Return all lines of the data in which the string "road" occurs.

Top of INFORMATION PROVIDED

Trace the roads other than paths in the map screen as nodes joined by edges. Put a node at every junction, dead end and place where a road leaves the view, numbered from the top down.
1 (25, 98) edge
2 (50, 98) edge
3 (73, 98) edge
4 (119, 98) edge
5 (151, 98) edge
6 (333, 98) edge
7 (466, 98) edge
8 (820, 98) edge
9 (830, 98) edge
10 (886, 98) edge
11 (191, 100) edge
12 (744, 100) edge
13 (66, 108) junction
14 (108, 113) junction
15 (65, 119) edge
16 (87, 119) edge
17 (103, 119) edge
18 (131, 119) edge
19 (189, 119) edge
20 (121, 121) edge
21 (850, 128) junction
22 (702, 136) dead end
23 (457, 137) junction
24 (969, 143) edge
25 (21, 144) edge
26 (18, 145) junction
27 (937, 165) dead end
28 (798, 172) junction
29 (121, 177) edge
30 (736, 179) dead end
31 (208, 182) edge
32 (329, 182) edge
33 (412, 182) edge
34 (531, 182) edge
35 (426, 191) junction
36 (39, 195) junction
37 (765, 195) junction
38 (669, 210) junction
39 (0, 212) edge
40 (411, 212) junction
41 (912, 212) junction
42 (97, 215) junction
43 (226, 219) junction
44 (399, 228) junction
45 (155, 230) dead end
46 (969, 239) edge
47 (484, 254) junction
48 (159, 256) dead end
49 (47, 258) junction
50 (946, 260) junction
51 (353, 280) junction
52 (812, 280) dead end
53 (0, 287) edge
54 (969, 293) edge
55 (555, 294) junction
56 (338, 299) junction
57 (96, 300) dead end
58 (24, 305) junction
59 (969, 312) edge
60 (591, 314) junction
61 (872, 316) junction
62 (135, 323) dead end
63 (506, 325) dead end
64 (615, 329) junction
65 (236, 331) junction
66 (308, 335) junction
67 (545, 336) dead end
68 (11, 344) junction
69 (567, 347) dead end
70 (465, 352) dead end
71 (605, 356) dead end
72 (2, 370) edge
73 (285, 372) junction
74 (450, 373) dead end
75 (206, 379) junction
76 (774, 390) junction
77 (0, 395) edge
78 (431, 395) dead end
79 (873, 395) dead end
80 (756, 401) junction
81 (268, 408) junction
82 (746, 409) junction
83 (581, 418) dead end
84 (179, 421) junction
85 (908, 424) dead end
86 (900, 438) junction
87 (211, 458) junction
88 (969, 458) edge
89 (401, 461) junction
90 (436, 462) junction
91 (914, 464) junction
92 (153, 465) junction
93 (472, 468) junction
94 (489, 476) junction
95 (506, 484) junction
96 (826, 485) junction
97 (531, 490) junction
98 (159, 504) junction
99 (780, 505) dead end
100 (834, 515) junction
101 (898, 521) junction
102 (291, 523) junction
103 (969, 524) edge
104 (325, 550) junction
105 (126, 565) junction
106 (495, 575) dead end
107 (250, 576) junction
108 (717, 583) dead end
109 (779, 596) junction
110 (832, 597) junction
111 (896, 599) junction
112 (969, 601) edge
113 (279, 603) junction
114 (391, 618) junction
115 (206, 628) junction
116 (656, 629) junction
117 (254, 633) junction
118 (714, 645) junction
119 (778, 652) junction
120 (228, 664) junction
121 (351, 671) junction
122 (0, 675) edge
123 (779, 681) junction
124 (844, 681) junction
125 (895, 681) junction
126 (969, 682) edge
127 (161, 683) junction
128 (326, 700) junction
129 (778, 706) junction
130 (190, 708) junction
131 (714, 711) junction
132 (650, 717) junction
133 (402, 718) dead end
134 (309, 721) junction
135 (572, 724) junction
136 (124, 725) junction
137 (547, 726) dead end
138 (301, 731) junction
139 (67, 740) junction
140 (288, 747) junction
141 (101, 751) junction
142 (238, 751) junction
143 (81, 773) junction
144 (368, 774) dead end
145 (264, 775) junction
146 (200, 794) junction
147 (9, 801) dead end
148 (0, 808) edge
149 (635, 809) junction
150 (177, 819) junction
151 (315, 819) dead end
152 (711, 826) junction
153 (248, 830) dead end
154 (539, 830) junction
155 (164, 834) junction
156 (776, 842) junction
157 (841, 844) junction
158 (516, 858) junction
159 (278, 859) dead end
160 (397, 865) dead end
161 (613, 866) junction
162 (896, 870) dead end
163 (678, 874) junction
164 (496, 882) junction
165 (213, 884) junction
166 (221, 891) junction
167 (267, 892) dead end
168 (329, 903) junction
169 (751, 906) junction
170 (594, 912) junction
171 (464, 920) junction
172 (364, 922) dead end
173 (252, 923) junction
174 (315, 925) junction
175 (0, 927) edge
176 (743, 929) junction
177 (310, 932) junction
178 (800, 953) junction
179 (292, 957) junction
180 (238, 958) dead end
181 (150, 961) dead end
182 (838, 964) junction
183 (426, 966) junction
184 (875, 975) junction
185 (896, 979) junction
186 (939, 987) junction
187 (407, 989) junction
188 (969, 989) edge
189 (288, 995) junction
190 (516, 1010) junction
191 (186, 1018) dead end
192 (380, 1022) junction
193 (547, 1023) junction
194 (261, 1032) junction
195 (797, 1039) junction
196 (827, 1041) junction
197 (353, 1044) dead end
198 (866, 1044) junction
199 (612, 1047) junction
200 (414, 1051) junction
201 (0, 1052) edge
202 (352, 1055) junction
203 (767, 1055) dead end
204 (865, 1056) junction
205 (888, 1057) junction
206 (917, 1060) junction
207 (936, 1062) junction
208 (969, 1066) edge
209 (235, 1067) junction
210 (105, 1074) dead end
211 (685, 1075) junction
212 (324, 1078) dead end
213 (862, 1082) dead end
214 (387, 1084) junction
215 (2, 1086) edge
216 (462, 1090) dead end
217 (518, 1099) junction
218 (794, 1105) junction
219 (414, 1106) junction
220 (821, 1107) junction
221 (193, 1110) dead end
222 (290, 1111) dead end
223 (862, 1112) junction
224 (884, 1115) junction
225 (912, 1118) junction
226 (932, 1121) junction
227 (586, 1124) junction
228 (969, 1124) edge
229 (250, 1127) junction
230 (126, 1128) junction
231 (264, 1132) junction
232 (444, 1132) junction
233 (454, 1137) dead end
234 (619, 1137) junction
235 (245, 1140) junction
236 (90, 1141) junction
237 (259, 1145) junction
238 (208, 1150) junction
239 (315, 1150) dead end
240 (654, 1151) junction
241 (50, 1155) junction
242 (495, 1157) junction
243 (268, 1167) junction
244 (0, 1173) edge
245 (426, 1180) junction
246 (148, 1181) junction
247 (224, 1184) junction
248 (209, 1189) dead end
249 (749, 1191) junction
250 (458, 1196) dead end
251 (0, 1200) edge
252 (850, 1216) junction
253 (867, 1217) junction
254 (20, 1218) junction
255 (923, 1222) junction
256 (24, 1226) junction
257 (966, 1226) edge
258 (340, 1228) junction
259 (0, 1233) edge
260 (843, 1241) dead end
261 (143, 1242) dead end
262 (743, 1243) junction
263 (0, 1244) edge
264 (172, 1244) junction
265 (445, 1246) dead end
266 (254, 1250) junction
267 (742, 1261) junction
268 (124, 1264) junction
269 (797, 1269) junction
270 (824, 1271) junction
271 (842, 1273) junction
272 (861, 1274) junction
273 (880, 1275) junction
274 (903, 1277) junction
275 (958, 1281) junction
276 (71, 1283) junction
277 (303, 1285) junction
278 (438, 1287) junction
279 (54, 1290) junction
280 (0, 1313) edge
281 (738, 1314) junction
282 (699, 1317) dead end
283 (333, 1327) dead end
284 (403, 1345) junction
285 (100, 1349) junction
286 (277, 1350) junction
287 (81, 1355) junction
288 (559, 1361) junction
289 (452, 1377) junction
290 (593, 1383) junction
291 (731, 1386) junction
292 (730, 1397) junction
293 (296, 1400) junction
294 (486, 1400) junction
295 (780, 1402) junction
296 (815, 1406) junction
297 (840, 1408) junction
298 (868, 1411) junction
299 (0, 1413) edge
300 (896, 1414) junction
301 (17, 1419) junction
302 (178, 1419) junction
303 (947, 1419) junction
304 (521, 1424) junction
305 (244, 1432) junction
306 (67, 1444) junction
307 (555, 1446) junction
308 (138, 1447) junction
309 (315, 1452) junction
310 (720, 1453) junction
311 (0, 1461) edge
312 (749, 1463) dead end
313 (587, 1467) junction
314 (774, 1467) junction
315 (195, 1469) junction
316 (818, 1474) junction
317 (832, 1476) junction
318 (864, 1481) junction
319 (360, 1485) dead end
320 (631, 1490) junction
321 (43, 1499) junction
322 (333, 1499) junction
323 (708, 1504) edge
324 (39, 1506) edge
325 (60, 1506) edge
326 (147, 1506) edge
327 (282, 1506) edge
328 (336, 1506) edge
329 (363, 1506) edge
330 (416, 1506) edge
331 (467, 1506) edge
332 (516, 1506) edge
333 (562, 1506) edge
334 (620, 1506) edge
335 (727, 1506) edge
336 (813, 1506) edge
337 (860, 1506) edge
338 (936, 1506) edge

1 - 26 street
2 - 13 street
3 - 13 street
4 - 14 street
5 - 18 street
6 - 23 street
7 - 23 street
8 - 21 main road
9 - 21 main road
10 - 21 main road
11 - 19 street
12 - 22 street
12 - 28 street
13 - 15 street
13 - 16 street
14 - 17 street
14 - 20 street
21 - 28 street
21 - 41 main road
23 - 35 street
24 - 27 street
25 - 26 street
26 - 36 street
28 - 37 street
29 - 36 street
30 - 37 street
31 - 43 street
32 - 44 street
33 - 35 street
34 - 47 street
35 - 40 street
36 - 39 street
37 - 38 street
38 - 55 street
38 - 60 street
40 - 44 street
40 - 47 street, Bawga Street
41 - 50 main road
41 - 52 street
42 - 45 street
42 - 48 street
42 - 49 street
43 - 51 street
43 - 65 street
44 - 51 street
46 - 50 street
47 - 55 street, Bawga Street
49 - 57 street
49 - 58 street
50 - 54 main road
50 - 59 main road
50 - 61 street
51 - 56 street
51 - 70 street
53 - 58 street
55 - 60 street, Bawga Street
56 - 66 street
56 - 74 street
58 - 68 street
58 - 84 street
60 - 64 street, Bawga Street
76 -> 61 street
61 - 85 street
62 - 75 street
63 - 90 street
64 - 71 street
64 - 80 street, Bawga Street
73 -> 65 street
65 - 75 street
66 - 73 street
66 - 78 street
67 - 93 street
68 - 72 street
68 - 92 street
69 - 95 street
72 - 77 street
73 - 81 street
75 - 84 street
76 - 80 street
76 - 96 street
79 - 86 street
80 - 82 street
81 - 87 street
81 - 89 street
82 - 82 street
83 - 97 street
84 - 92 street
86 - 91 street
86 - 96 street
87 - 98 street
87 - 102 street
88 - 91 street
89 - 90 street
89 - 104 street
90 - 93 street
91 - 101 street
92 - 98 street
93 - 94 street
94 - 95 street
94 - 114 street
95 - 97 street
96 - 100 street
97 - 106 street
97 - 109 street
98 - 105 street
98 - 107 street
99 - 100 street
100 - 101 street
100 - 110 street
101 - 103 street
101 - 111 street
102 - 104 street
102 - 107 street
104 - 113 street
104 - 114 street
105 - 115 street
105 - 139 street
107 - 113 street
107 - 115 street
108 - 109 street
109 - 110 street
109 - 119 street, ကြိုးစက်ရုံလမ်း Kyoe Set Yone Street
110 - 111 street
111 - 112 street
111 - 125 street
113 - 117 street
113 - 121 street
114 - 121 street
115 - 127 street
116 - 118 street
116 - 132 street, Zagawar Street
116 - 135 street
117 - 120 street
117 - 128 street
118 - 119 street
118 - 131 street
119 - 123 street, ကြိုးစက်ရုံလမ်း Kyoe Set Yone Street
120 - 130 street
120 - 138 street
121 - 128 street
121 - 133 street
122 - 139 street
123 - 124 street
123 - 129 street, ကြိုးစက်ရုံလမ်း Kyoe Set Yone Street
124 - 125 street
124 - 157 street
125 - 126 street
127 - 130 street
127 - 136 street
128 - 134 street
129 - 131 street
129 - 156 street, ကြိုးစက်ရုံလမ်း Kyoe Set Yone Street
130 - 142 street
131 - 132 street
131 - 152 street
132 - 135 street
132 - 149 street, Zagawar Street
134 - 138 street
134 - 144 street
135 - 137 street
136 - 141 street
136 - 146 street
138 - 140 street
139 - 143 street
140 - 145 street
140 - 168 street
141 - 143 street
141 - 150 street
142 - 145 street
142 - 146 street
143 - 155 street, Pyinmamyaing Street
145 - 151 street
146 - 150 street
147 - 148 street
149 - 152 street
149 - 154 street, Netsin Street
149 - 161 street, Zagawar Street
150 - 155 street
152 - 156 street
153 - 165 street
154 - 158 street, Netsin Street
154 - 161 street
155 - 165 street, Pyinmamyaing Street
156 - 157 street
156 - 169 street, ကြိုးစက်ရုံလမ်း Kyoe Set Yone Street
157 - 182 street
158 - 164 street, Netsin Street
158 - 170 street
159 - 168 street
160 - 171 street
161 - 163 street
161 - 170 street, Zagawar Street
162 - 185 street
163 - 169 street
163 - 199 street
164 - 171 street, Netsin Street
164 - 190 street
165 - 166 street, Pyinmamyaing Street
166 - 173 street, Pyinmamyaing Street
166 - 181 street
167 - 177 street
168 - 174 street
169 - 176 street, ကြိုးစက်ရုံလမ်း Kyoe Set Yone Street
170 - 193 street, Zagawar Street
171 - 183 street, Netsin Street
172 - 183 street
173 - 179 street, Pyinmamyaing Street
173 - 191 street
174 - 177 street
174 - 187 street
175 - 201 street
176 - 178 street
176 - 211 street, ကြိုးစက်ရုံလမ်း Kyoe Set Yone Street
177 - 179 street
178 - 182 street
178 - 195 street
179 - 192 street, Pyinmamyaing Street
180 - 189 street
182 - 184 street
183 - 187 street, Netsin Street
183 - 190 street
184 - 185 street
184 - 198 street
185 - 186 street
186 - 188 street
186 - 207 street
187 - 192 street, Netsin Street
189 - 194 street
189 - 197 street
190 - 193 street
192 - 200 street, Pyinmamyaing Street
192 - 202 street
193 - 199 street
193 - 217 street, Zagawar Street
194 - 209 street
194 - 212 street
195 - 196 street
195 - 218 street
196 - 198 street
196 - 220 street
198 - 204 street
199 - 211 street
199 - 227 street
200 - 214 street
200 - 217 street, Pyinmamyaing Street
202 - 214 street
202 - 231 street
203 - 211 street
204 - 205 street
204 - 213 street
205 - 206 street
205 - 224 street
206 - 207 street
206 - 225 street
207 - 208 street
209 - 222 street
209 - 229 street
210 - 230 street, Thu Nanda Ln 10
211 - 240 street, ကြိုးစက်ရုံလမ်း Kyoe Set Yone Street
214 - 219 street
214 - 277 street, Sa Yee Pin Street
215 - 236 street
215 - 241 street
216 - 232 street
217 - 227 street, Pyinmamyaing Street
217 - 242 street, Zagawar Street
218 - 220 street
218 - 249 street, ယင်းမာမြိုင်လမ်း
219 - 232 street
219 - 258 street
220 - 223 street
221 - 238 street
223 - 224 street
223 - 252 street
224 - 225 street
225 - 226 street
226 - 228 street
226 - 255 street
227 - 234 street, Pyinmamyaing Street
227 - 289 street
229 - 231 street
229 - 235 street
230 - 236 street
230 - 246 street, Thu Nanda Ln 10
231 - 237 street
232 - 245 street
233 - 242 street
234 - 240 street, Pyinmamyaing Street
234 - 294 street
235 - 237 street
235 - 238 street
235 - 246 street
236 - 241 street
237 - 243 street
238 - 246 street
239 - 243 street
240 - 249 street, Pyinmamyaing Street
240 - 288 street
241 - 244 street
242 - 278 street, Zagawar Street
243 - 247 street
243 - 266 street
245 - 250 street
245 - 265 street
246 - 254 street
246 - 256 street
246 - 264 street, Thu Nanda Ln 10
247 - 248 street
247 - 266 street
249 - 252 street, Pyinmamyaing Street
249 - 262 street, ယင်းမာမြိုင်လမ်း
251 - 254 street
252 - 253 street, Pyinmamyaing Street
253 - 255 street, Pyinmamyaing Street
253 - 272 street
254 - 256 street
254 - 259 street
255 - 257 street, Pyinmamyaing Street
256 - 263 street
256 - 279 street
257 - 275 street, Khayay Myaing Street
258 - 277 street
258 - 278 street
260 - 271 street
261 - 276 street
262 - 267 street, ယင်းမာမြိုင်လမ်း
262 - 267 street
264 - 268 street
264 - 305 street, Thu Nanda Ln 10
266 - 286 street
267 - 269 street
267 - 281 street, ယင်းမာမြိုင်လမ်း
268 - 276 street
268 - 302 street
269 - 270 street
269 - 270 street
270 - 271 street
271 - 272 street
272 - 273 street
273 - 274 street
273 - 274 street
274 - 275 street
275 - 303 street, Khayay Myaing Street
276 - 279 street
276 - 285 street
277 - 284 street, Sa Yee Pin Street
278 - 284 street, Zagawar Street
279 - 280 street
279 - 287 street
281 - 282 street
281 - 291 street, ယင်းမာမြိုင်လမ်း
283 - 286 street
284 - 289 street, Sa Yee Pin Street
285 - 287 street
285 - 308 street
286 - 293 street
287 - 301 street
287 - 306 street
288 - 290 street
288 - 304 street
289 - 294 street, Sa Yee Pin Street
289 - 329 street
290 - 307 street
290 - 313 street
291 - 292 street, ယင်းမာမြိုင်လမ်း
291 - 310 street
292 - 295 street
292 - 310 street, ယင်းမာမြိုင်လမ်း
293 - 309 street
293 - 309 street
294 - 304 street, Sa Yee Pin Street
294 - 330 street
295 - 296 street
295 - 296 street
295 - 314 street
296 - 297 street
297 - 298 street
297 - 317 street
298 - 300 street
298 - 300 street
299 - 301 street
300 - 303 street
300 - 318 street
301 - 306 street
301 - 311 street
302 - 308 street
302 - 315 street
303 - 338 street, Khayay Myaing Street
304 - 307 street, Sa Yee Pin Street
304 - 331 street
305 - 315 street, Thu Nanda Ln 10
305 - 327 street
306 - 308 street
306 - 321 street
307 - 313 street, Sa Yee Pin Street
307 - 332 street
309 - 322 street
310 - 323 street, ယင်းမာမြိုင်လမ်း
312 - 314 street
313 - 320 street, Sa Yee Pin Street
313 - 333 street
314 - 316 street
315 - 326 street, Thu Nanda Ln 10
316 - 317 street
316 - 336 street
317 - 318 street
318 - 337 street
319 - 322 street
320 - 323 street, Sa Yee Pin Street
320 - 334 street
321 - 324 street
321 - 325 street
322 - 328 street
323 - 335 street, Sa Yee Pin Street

Bottom of INFORMATION PROVIDED

### SOLUTION TO THIS PROBLEM:
Trace the roads other than paths in the map screen as nodes joined by edges. Put a node at every junction, dead end and place where a road leaves the view, numbered from the top down.
8 - 21 main road
9 - 21 main road
10 - 21 main road
21 - 41 main road
41 - 50 main road
50 - 54 main road
50 - 59 main road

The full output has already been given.